Teams whose payrolls exceed that threshold pay a tax: 20 percent for first-time offenders and up to 50 percent for clubs that overspend the ceiling at least three years in a row. But the new agreement added surtaxes on the overages, ranging from 12 percent on the portion of the payroll that falls between $20 million and $40 million above the threshold for first-time payers to 45 percent on the portion of payroll more than $40 million above the threshold for third-time offenders.
Confusing, we know.
What it means is severe disincentives for big spenders like the New York Yankees and Los Angeles Dodgers to blow way past the limit without a care.
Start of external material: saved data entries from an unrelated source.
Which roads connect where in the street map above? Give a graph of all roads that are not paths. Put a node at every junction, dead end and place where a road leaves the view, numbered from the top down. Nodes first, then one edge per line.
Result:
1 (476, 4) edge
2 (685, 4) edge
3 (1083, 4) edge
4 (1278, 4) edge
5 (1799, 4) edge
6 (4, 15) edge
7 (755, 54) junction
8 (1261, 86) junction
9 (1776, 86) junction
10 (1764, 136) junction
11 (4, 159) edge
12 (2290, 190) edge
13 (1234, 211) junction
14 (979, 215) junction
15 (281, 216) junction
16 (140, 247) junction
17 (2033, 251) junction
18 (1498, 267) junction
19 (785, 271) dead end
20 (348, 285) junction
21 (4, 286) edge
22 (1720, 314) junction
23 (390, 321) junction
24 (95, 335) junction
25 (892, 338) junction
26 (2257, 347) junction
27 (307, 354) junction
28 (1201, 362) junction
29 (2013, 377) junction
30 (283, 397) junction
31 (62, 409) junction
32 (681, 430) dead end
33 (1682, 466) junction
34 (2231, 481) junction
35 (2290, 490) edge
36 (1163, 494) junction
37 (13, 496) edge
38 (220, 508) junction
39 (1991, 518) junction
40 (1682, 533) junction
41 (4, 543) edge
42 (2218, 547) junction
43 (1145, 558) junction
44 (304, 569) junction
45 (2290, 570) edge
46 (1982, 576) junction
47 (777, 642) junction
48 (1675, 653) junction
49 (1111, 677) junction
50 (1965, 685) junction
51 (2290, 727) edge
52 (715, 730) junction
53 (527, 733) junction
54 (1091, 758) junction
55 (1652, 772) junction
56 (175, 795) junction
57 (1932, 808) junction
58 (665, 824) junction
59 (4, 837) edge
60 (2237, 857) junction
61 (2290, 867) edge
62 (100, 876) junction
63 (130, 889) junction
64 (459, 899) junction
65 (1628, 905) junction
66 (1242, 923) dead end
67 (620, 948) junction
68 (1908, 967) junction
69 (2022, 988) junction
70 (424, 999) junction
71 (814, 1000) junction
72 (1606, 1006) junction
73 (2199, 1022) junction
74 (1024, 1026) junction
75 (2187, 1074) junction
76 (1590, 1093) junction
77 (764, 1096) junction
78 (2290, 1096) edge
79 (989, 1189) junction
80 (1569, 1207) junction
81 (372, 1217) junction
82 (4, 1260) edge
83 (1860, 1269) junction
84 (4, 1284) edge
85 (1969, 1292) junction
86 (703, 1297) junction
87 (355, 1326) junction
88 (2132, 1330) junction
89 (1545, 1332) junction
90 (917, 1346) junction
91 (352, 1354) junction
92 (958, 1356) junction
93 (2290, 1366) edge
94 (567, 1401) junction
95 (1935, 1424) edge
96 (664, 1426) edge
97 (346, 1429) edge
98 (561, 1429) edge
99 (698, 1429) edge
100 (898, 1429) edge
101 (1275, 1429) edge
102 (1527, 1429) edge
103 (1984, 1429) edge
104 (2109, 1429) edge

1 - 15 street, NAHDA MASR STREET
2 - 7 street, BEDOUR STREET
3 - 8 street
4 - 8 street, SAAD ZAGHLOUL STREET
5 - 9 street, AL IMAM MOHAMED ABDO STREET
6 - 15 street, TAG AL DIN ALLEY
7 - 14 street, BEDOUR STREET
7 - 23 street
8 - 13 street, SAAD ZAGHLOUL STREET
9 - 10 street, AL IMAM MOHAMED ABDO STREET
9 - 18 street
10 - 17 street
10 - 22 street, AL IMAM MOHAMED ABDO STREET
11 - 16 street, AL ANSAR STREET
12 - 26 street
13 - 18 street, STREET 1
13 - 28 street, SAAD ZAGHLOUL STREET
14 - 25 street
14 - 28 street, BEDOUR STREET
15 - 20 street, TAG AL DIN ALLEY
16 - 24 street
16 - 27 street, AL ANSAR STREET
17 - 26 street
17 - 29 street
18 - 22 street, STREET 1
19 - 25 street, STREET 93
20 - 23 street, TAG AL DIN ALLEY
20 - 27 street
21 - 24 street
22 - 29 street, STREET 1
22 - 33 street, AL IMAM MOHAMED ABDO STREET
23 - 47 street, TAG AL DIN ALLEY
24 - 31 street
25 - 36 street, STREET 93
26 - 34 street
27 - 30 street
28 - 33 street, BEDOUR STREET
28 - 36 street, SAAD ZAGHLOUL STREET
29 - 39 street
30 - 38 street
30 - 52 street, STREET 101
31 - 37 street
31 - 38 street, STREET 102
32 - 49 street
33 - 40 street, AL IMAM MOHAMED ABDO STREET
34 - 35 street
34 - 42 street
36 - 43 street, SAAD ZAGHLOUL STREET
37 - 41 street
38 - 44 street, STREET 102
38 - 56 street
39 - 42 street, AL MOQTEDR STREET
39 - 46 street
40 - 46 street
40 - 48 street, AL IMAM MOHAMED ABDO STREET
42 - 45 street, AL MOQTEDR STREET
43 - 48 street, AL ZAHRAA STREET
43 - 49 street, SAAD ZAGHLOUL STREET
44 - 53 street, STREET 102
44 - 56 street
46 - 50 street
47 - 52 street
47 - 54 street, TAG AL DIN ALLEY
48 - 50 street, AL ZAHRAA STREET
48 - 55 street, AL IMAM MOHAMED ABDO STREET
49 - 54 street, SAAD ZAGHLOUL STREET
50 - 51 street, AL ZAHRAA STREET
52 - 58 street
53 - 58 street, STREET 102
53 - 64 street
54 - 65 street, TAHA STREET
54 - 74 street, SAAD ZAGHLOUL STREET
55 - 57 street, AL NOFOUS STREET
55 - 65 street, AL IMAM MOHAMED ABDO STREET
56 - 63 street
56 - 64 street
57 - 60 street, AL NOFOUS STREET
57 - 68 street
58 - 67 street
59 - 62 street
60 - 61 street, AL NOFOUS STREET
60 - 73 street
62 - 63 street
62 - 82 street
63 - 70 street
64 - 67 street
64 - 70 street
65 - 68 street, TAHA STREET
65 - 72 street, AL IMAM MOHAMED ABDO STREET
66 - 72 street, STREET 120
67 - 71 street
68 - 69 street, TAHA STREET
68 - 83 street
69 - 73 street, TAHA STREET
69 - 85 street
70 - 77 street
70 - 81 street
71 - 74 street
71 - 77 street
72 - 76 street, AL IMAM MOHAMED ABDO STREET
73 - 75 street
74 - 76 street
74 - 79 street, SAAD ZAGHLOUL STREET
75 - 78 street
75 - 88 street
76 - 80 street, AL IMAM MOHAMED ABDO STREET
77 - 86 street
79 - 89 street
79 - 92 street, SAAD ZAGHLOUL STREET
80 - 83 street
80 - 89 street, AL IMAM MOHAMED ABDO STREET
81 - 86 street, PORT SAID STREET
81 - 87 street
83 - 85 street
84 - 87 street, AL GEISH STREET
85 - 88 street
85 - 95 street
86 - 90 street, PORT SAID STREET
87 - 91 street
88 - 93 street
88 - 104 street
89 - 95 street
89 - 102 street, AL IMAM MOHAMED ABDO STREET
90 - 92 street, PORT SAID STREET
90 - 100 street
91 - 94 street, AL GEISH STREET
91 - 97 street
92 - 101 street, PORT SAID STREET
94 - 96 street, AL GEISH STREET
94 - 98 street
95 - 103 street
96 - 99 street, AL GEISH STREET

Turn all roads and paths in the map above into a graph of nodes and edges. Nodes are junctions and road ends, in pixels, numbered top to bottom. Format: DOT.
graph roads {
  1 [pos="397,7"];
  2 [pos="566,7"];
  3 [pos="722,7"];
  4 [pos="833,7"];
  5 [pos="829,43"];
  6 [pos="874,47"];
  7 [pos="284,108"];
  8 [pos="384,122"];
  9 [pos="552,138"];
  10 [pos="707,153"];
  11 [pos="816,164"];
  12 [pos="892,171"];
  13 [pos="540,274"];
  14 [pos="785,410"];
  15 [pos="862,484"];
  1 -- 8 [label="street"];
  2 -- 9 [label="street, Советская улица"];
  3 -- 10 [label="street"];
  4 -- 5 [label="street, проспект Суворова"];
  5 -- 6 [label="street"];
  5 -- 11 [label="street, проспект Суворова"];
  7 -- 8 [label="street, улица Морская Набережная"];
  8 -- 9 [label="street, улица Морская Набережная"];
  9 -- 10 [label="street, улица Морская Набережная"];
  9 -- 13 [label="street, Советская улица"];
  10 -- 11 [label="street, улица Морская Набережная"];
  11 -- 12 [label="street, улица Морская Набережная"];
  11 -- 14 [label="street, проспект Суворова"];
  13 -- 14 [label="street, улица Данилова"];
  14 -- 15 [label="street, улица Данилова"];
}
This could reduce player salaries, as could the fact that big spenders who sign qualified free agents lose second-round picks and could have their first-rounder moved back 10 spots for spending too much beginning in 2018. But another change might make up for it.
According to reports from Fox Sports and Yahoo! Sports, the new CBA eliminated the performance factor portion of revenue sharing. The performance factor was a one-page chart buried on the CBA’s page 222 correlating each club with a percentage that dictated how much of the net transfer value teams paid or received. Its elimination means big-market clubs will pay less into the revenue sharing plan.
While the luxury tax changes effectively institute a soft cap on spending, players agreed to a hard cap on international signing pools. The new agreement limits teams to between $4.75 million and $5.75 million, and while clubs can trade for a portion of their bonus pools, they cannot blow past them as they had done.
“[Director of Latin American scouting] Rene [Gayo’s] historically done a lot of damage in the industry [with] lower dollars,” Pirates general manager Neal Huntington said. “To be able to have more dollars to spend gives Rene the freedom to spend a little bit more, but also to add more numbers to our system. One of the reasons we went away from two Dominican Summer League teams was it was almost impossible to fill two Dominican Summer League teams on the pool limit that we had.”
The previous system assigned the bonus pools in reverse order of winning percentage. The Pirates, who won 98 games in 2015, had the second-lowest pool this year, with just more than $2 million to spend.
The biggest concession the players negotiated also benefitted the Pirates. Signing free agents who declined qualifying offers now costs a team’s third-highest pick for clubs like the Pirates, who are not disqualified from revenue sharing. This is much less of a deterrent than losing a first-rounder.
“History shows that elite talent typically comes in the first round,” Huntington said. “There’s really good players and some great players after the first round, but the talent curve drops off significantly really at the top half of the first round, let alone the entire first round.”
One of the factors that made completing this CBA so important — the overall health of the industry, which reached roughly $10 billion in revenue this year — might make for an even bigger showdown in 2021, when the five-year agreement expires.
“These CBAs have been getting done because the revenues of the game have been about $2 billion increases per every five years,” Boras said. “The next one there’s going to be a dramatic increase of revenues. MLB is projecting from $10 [billion] to $15 billion. So with that, solutions that have allowed us to come to an agreement in past CBAs are very, very different than the solutions we’re going to need for the future CBA.”